- **What is needed**: Check every line below for the word "Waterbuck" and show those that hold it.
►
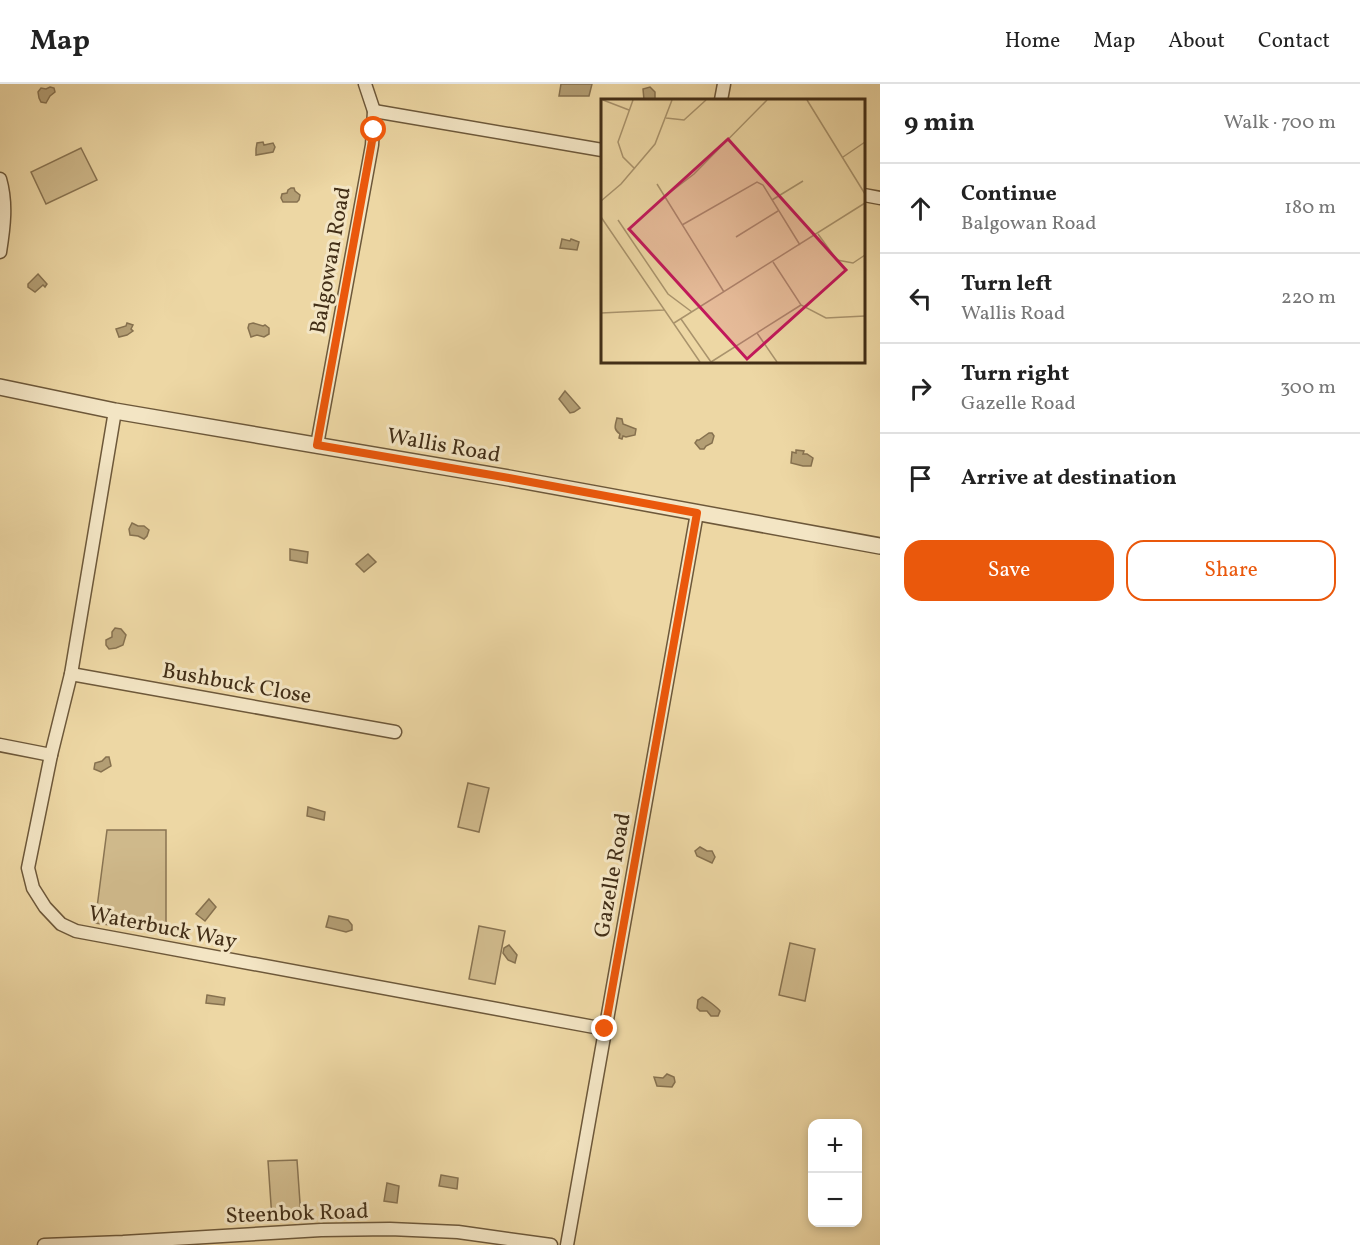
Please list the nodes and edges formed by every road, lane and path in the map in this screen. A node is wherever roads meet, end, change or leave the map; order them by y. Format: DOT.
graph roads {
  1 [pos="365,84"];
  2 [pos="724,84"];
  3 [pos="722,99"];
  4 [pos="374,111"];
  5 [pos="601,150"];
  6 [pos="0,179"];
  7 [pos="865,195"];
  8 [pos="880,198"];
  9 [pos="0,252"];
  10 [pos="0,387"];
  11 [pos="115,411"];
  12 [pos="317,445"];
  13 [pos="697,513"];
  14 [pos="880,546"];
  15 [pos="71,674"];
  16 [pos="395,732"];
  17 [pos="0,745"];
  18 [pos="51,754"];
  19 [pos="605,1029"];
  20 [pos="44,1245"];
  21 [pos="551,1245"];
  22 [pos="567,1245"];
  1 -- 4 [label="street, Balgowan Road"];
  2 -- 3 [label="street"];
  4 -- 5 [label="street"];
  4 -- 12 [label="street, Balgowan Road"];
  6 -- 9 [label="street"];
  7 -- 8 [label="street"];
  10 -- 11 [label="street, Wallis Road"];
  11 -- 12 [label="street, Wallis Road"];
  11 -- 15 [label="street, Waterbuck Way"];
  12 -- 13 [label="street, Wallis Road"];
  13 -- 14 [label="street, Wallis Road"];
  13 -- 19 [label="street, Gazelle Road"];
  15 -- 16 [label="street, Bushbuck Close"];
  15 -- 18 [label="street, Waterbuck Way"];
  17 -- 18 [label="street"];
  18 -- 19 [label="street, Waterbuck Way"];
  19 -- 22 [label="street, Gazelle Road"];
  20 -- 21 [label="street, Steenbok Road"];
}
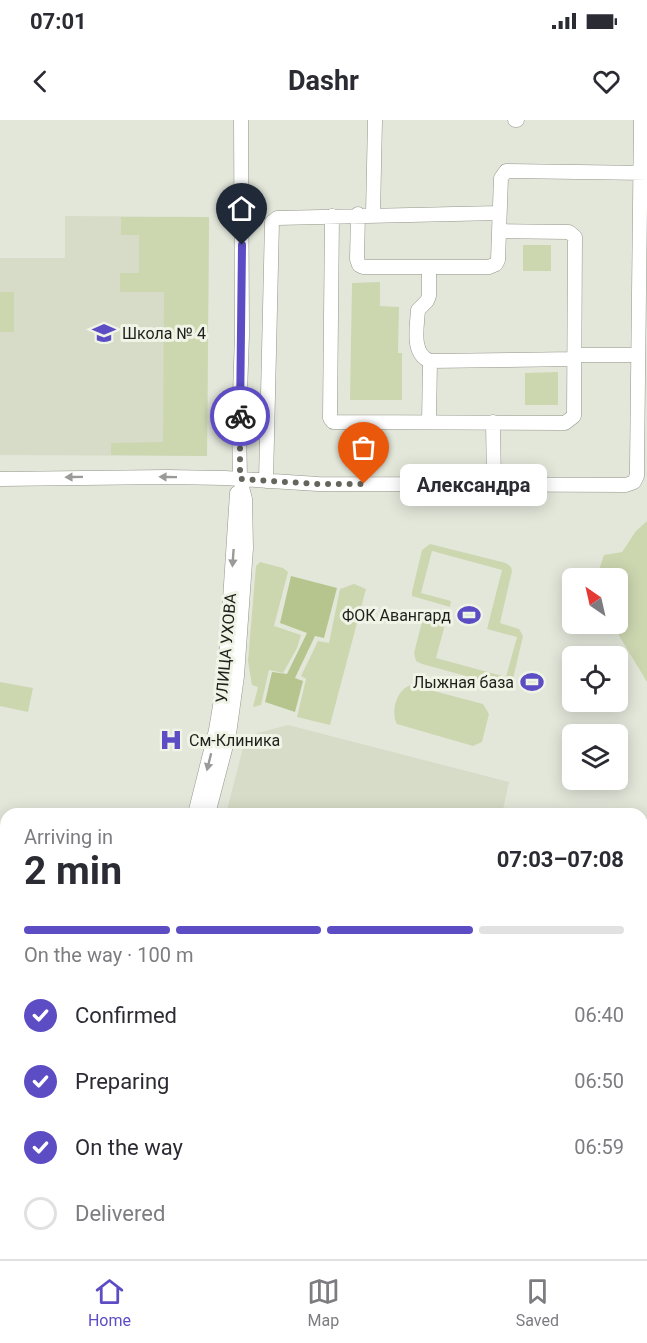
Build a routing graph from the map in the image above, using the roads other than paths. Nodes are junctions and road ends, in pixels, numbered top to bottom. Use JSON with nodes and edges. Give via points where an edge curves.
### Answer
{"nodes":[{"id":1,"x":241,"y":120,"type":"edge"},
{"id":2,"x":375,"y":120,"type":"edge"},
{"id":3,"x":641,"y":120,"type":"edge"},
{"id":4,"x":644,"y":173,"type":"edge"},
{"id":5,"x":499,"y":213,"type":"junction"},
{"id":6,"x":358,"y":214,"type":"junction"},
{"id":7,"x":373,"y":214,"type":"junction"},
{"id":8,"x":332,"y":216,"type":"junction"},
{"id":9,"x":499,"y":231,"type":"junction"},
{"id":10,"x":429,"y":268,"type":"junction"},
{"id":11,"x":638,"y":355,"type":"junction"},
{"id":12,"x":574,"y":357,"type":"junction"},
{"id":13,"x":430,"y":361,"type":"junction"},
{"id":14,"x":429,"y":422,"type":"junction"},
{"id":15,"x":494,"y":422,"type":"junction"},
{"id":16,"x":642,"y":443,"type":"edge"},
{"id":17,"x":0,"y":479,"type":"edge"},
{"id":18,"x":240,"y":479,"type":"junction"},
{"id":19,"x":266,"y":481,"type":"junction"},
{"id":20,"x":494,"y":485,"type":"junction"},
{"id":21,"x":196,"y":808,"type":"edge"},
{"id":22,"x":209,"y":808,"type":"edge"}],
"edges":[{"from":1,"to":18,"type":"street","name":"УЛИЦА УХОВА"},
{"from":2,"to":7,"type":"street"},
{"from":3,"to":4,"type":"street"},
{"from":4,"to":5,"type":"street","via":[[510,170],[501,178]]},
{"from":4,"to":11,"type":"street"},
{"from":5,"to":7,"type":"street"},
{"from":5,"to":9,"type":"street"},
{"from":6,"to":7,"type":"street"},
{"from":6,"to":8,"type":"street"},
{"from":6,"to":10,"type":"street","via":[[359,265]]},
{"from":8,"to":14,"type":"street","via":[[330,420]]},
{"from":8,"to":19,"type":"street","via":[[277,218],[271,225]]},
{"from":9,"to":10,"type":"street","via":[[498,260],[493,266]]},
{"from":9,"to":12,"type":"street","via":[[569,232],[575,237]]},
{"from":10,"to":13,"type":"street","via":[[429,296],[418,310],[417,348]]},
{"from":11,"to":12,"type":"street"},
{"from":11,"to":16,"type":"street"},
{"from":12,"to":13,"type":"street"},
{"from":12,"to":15,"type":"street","via":[[574,416],[569,421]]},
{"from":13,"to":14,"type":"street"},
{"from":14,"to":15,"type":"street"},
{"from":15,"to":20,"type":"street"},
{"from":16,"to":20,"type":"street","via":[[637,476],[626,485]]},
{"from":18,"to":17,"type":"street","one_way":true},
{"from":18,"to":19,"type":"street"},
{"from":18,"to":21,"type":"street","name":"УЛИЦА УХОВА","one_way":true,"via":[[224,684]]},
{"from":18,"to":22,"type":"street","name":"УЛИЦА УХОВА","via":[[245,499],[246,548],[237,676],[229,734]]},
{"from":19,"to":20,"type":"street"}]}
◄
- **Answer box**:
  11 -- 15 [label="street, Waterbuck Way"];
  15 -- 18 [label="street, Waterbuck Way"];
  18 -- 19 [label="street, Waterbuck Way"];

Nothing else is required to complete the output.